## [REQUIREMENT]
Could you retype all of the entries exactly, without their pictures?

SUPPLIED MATERIAL below:

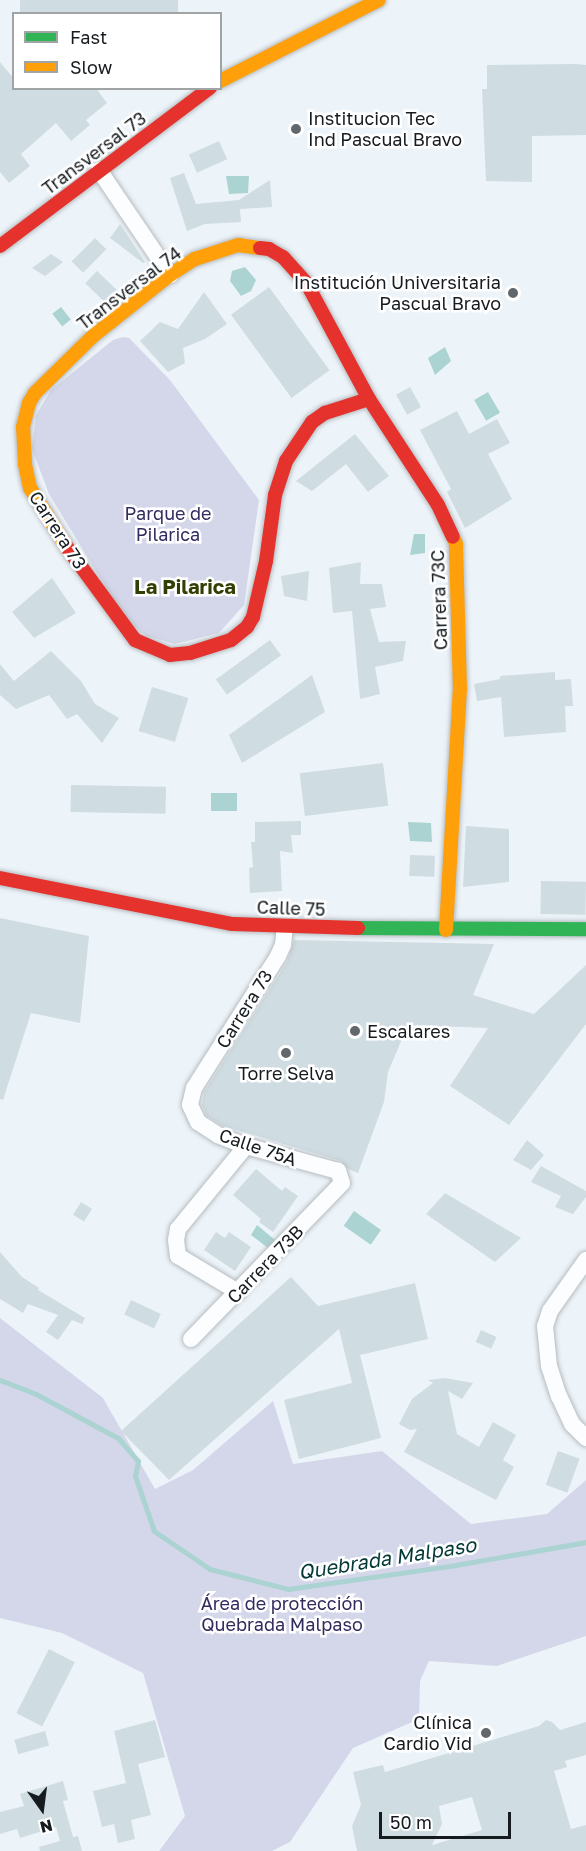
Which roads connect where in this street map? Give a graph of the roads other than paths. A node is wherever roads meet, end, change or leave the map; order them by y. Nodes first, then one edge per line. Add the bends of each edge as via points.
1 (379, 0) edge
2 (222, 80) edge
3 (207, 90) edge
4 (99, 170) junction
5 (0, 246) edge
6 (238, 246) joint
7 (170, 275) junction
8 (51, 375) joint
9 (369, 399) junction
10 (0, 878) edge
11 (285, 927) junction
12 (586, 929) edge
13 (446, 930) junction
14 (194, 1088) joint
15 (246, 1146) junction
16 (339, 1187) joint
17 (586, 1260) edge
18 (238, 1293) junction
19 (191, 1339) dead end
20 (586, 1438) edge

1 - 2 street
3 - 4 street, Transversal 73
4 - 5 street, Transversal 73
4 - 7 street
6 - 7 street, Transversal 74 via 195,260
6 - 9 street, Carrera 73C via 269,249 296,270
7 - 8 street, Transversal 74
8 - 9 street, Carrera 73 via 34,393 26,414 24,449 30,488 53,528 121,624 135,640 170,655 219,645 248,627 257,606 275,495 285,461 312,422 325,413
9 - 13 street, Carrera 73C via 438,505 456,544 460,690
10 - 11 street, Calle 75 via 203,919
11 - 13 street, Calle 75
11 - 14 street, Carrera 73 via 278,956
12 - 13 street, Calle 75
14 - 15 street, Calle 75A via 190,1105 198,1122
15 - 16 street, Calle 75A via 338,1171 342,1183
15 - 18 street via 178,1228 176,1240 178,1256
16 - 18 street, Carrera 73B
17 - 20 street via 550,1311 545,1326 549,1366 572,1424
18 - 19 street, Carrera 73B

End of SUPPLIED MATERIAL.

## [THE COMPLETED TASK]
Which roads connect where in this street map? Give a graph of the roads other than paths. A node is wherever roads meet, end, change or leave the map; order them by y. Nodes first, then one edge per line. Add the bends of each edge as via points.
1 (379, 0) edge
2 (222, 80) edge
3 (207, 90) edge
4 (99, 170) junction
5 (0, 246) edge
6 (238, 246) joint
7 (170, 275) junction
8 (51, 375) joint
9 (369, 399) junction
10 (0, 878) edge
11 (285, 927) junction
12 (586, 929) edge
13 (446, 930) junction
14 (194, 1088) joint
15 (246, 1146) junction
16 (339, 1187) joint
17 (586, 1260) edge
18 (238, 1293) junction
19 (191, 1339) dead end
20 (586, 1438) edge

1 - 2 street
3 - 4 street, Transversal 73
4 - 5 street, Transversal 73
4 - 7 street
6 - 7 street, Transversal 74 via 195,260
6 - 9 street, Carrera 73C via 269,249 296,270
7 - 8 street, Transversal 74
8 - 9 street, Carrera 73 via 34,393 26,414 24,449 30,488 53,528 121,624 135,640 170,655 219,645 248,627 257,606 275,495 285,461 312,422 325,413
9 - 13 street, Carrera 73C via 438,505 456,544 460,690
10 - 11 street, Calle 75 via 203,919
11 - 13 street, Calle 75
11 - 14 street, Carrera 73 via 278,956
12 - 13 street, Calle 75
14 - 15 street, Calle 75A via 190,1105 198,1122
15 - 16 street, Calle 75A via 338,1171 342,1183
15 - 18 street via 178,1228 176,1240 178,1256
16 - 18 street, Carrera 73B
17 - 20 street via 550,1311 545,1326 549,1366 572,1424
18 - 19 street, Carrera 73B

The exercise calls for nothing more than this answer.